**Aim of the task**
Filter the entries below, keeping only lines with "highway".

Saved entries
╭──
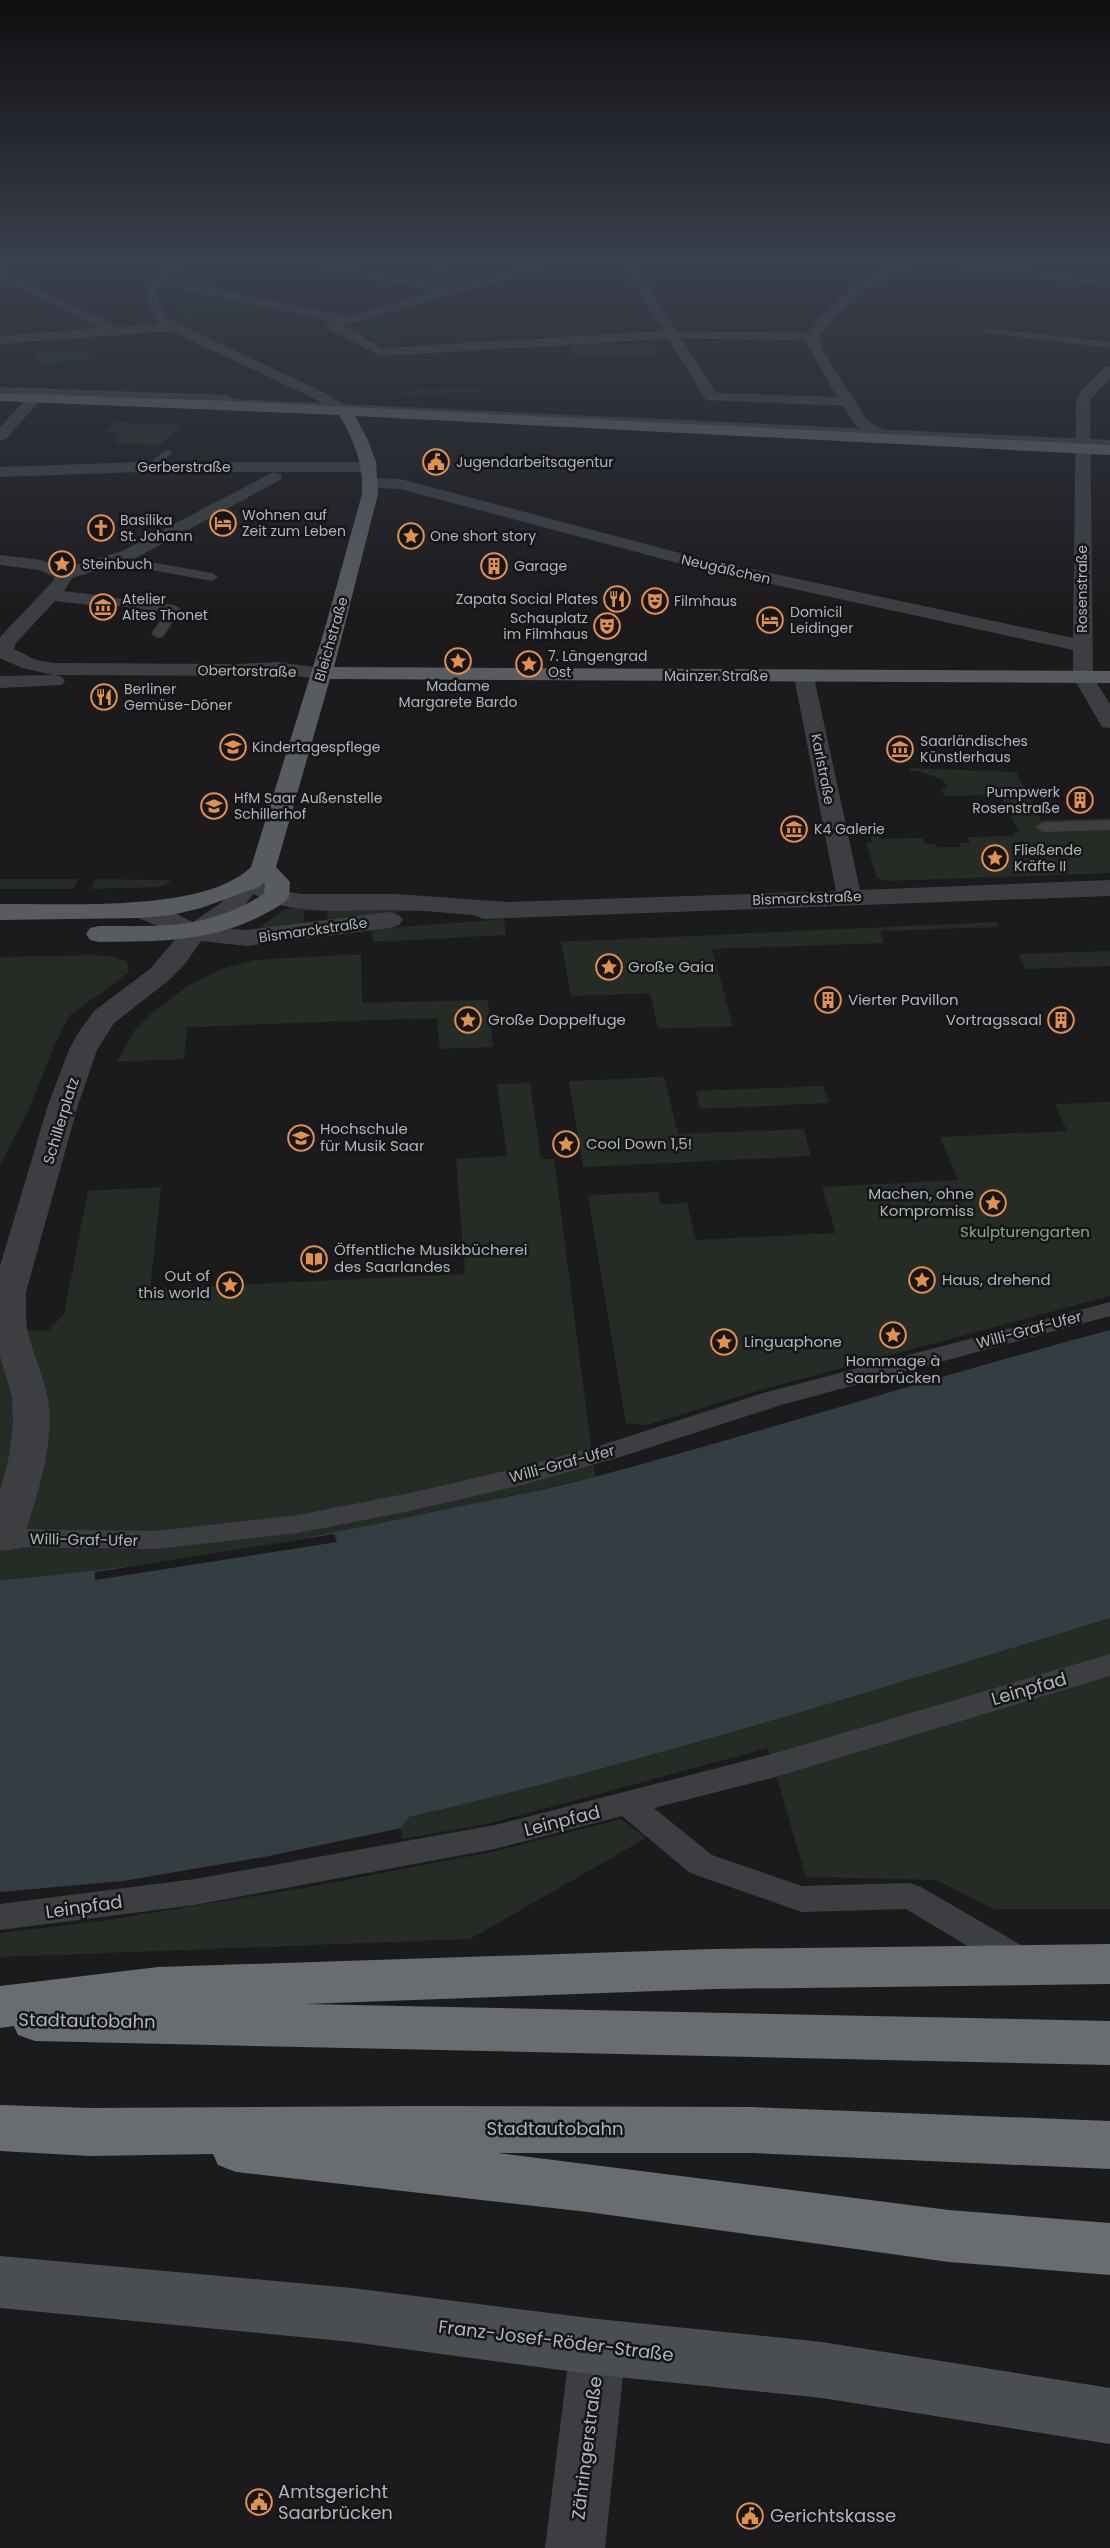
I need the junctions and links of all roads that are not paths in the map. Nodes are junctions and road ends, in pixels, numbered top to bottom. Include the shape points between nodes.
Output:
1 (281, 379) edge
2 (700, 379) edge
3 (835, 379) edge
4 (1101, 379) edge
5 (0, 393) edge
6 (31, 402) dead end
7 (850, 402) junction
8 (337, 406) junction
9 (3, 428) edge
10 (862, 428) junction
11 (811, 434) junction
12 (920, 440) junction
13 (1082, 442) junction
14 (1110, 442) edge
15 (1110, 449) edge
16 (167, 452) dead end
17 (151, 467) junction
18 (0, 472) edge
19 (370, 475) junction
20 (274, 477) dead end
21 (0, 560) edge
22 (125, 561) junction
23 (63, 575) junction
24 (212, 577) dead end
25 (50, 595) junction
26 (90, 599) joint
27 (158, 634) dead end
28 (1083, 646) junction
29 (6, 661) edge
30 (322, 673) junction
31 (804, 676) junction
32 (1083, 677) junction
33 (1110, 677) edge
34 (9, 682) edge
35 (1110, 723) edge
36 (1110, 825) edge
37 (1043, 827) dead end
38 (257, 875) junction
39 (1110, 888) edge
40 (276, 897) junction
41 (850, 897) junction
42 (504, 909) junction
43 (140, 910) junction
44 (0, 912) edge
45 (194, 933) junction
46 (0, 935) edge
47 (5, 1292) edge
48 (1110, 1309) edge
49 (3, 1538) edge
50 (1110, 1665) edge
51 (628, 1804) junction
52 (0, 1917) edge
53 (1110, 1964) edge
54 (1029, 1966) junction
55 (0, 2007) edge
56 (0, 2019) edge
57 (1110, 2043) edge
58 (0, 2128) edge
59 (90, 2132) junction
60 (1110, 2145) edge
61 (1110, 2249) edge
62 (0, 2283) edge
63 (598, 2347) junction
64 (1110, 2416) edge
65 (575, 2548) edge

1 - 8 street
2 - 7 street via 711,397
3 - 7 street
4 - 13 street, Rosenstraße via 1084,396
5 - 8 main road
6 - 9 street
7 - 10 street
8 - 10 lane
8 - 11 main road
8 - 19 main road
10 - 11 street
10 - 12 street
10 - 13 lane
11 - 12 main road
12 - 13 main road via 1036,446
13 - 14 lane
13 - 15 main road
13 - 28 street, Rosenstraße
16 - 17 lane
17 - 18 street, Gerberstraße
17 - 19 street, Gerberstraße
19 - 28 street, Neugäßchen via 693,562
19 - 30 main road, Bleichstraße via 364,520
20 - 22 street
21 - 23 street via 46,567
22 - 23 street
22 - 24 lane
23 - 25 street via 63,581
25 - 26 street
25 - 29 street via 4,646
26 - 27 lane via 174,609
28 - 32 street, Rosenstraße
29 - 30 street, Obertorstraße via 55,669 277,668
30 - 31 main road, Mainzer Straße
30 - 34 street, Obertorstraße via 273,682
30 - 38 main road, Bleichstraße
31 - 32 main road, Mainzer Straße
31 - 41 street, Karlstraße
32 - 33 main road, Mainzer Straße
32 - 35 street
36 - 37 lane
38 - 40 street
38 - 43 main road via 192,903
38 - 45 street, Schillerplatz via 231,907
39 - 41 street, Bismarckstraße
40 - 42 street, Bismarckstraße via 301,902 396,902
40 - 45 main road via 244,918
41 - 42 street, Bismarckstraße
42 - 45 street, Bismarckstraße via 247,938
43 - 44 main road
43 - 45 street
45 - 46 main road
45 - 47 street, Schillerplatz via 159,975 104,1017 83,1050
47 - 49 street, Schillerplatz via 8,1323 32,1410 25,1468
48 - 49 lane, Willi-Graf-Ufer via 772,1400 533,1473 410,1502 298,1524 212,1535 110,1541
50 - 51 lane, Leinpfad via 772,1766
51 - 52 lane, Leinpfad via 495,1837 321,1870 195,1892
51 - 54 lane via 701,1864 802,1899 910,1896
53 - 54 highway
54 - 55 highway via 701,1969 158,1988
56 - 57 highway, Stadtautobahn
58 - 59 highway, Stadtautobahn
59 - 60 highway, Stadtautobahn via 752,2130
59 - 61 highway via 588,2187 949,2236
62 - 63 street, Franz-Josef-Röder-Straße via 352,2315
63 - 64 street, Franz-Josef-Röder-Straße via 822,2370
63 - 65 street, Zähringerstraße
╰──
**Exercise answer**
53 - 54 highway
54 - 55 highway via 701,1969 158,1988
56 - 57 highway, Stadtautobahn
58 - 59 highway, Stadtautobahn
59 - 60 highway, Stadtautobahn via 752,2130
59 - 61 highway via 588,2187 949,2236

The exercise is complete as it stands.